PROBLEM: Below is a listing. Copy each line of it that holds the word "KAUPPAKATU".
(Beginning of DATA SUPPLIED)
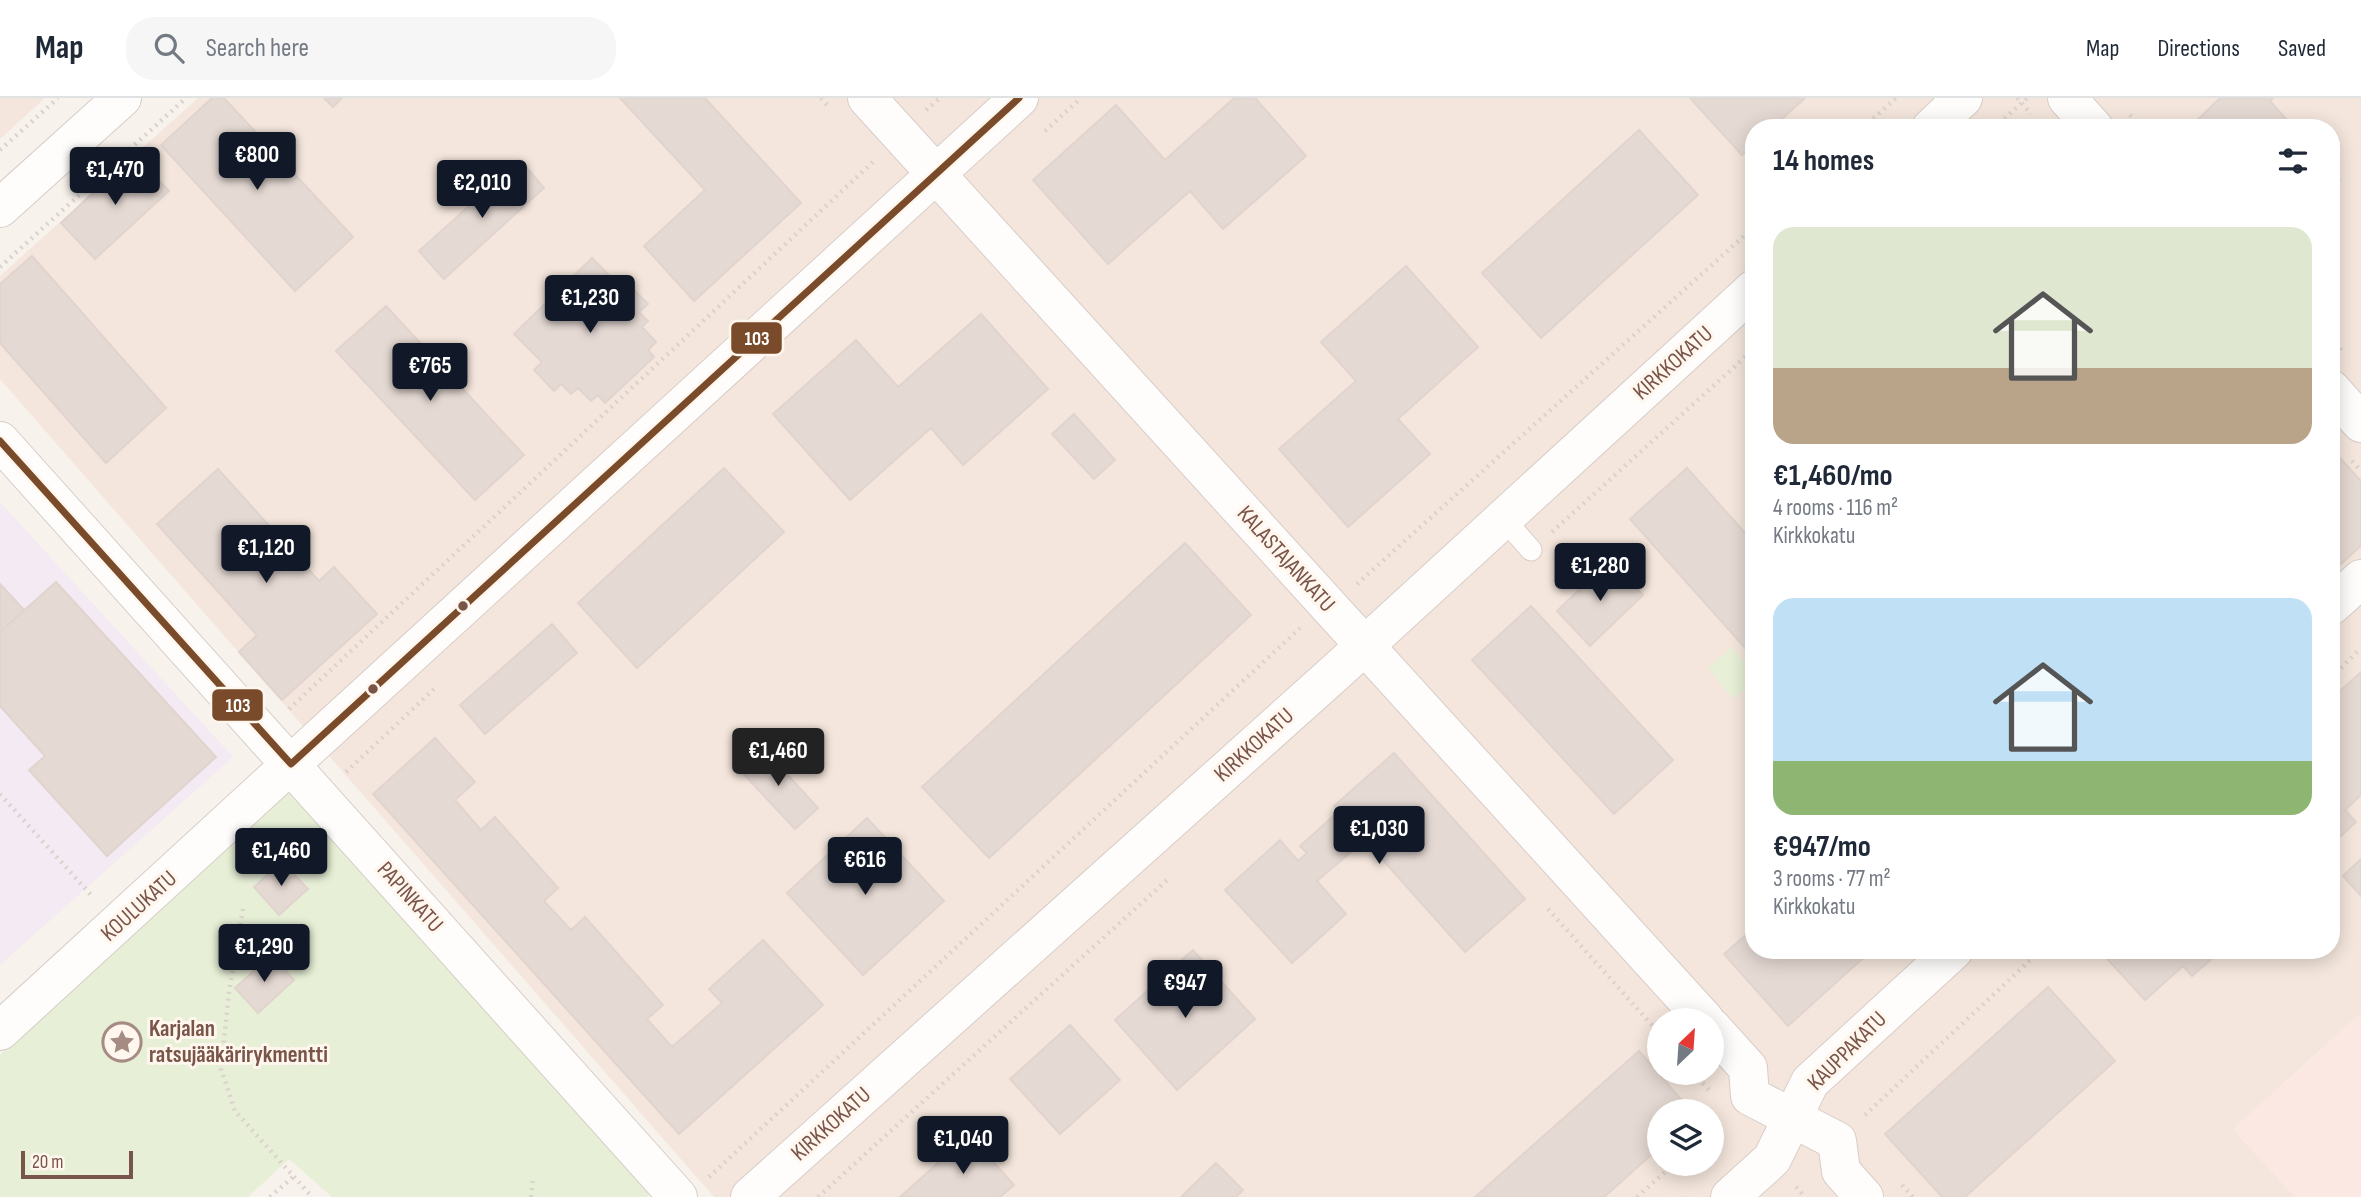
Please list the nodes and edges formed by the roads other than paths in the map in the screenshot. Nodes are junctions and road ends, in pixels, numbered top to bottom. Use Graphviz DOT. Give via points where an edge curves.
graph roads {
  1 [pos="122,98"];
  2 [pos="867,98"];
  3 [pos="1019,98"];
  4 [pos="1963,98"];
  5 [pos="2067,98"];
  6 [pos="1941,119"];
  7 [pos="2086,119"];
  8 [pos="935,173"];
  9 [pos="0,208"];
  10 [pos="1745,297"];
  11 [pos="2340,399"];
  12 [pos="2361,423"];
  13 [pos="0,441"];
  14 [pos="1503,518"];
  15 [pos="1531,550"];
  16 [pos="2361,579"];
  17 [pos="2340,598"];
  18 [pos="1364,645"];
  19 [pos="302,755"];
  20 [pos="1944,959"];
  21 [pos="1694,1008"];
  22 [pos="2,1025"];
  23 [pos="1724,1041"];
  24 [pos="1792,1118"];
  25 [pos="688,1186"];
  26 [pos="750,1197"];
  27 [pos="1730,1197"];
  28 [pos="1864,1197"];
  1 -- 9 [label="street"];
  2 -- 8 [label="street, KALASTAJANKATU"];
  3 -- 8 [label="street, KOULUKATU"];
  4 -- 6 [label="street"];
  5 -- 7 [label="street"];
  8 -- 18 [label="street, KALASTAJANKATU"];
  8 -- 19 [label="street, KOULUKATU"];
  10 -- 14 [label="street, KIRKKOKATU"];
  11 -- 12 [label="street"];
  13 -- 19 [label="street, PAPINKATU" via="263,735"];
  14 -- 15 [label="lane"];
  14 -- 18 [label="street, KIRKKOKATU"];
  16 -- 17 [label="street"];
  18 -- 21 [label="street, KALASTAJANKATU"];
  18 -- 26 [label="street, KIRKKOKATU"];
  19 -- 22 [label="street, KOULUKATU"];
  19 -- 25 [label="street, PAPINKATU"];
  20 -- 24 [label="street, KAUPPAKATU" via="1810,1082"];
  23 -- 24 [label="street" via="1748,1068 1750,1096"];
  24 -- 27 [label="street, KAUPPAKATU" via="1772,1159"];
  24 -- 28 [label="street" via="1837,1141 1841,1171"];
}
(End of DATA SUPPLIED)
TASK RESPONSE:
  20 -- 24 [label="street, KAUPPAKATU" via="1810,1082"];
  24 -- 27 [label="street, KAUPPAKATU" via="1772,1159"];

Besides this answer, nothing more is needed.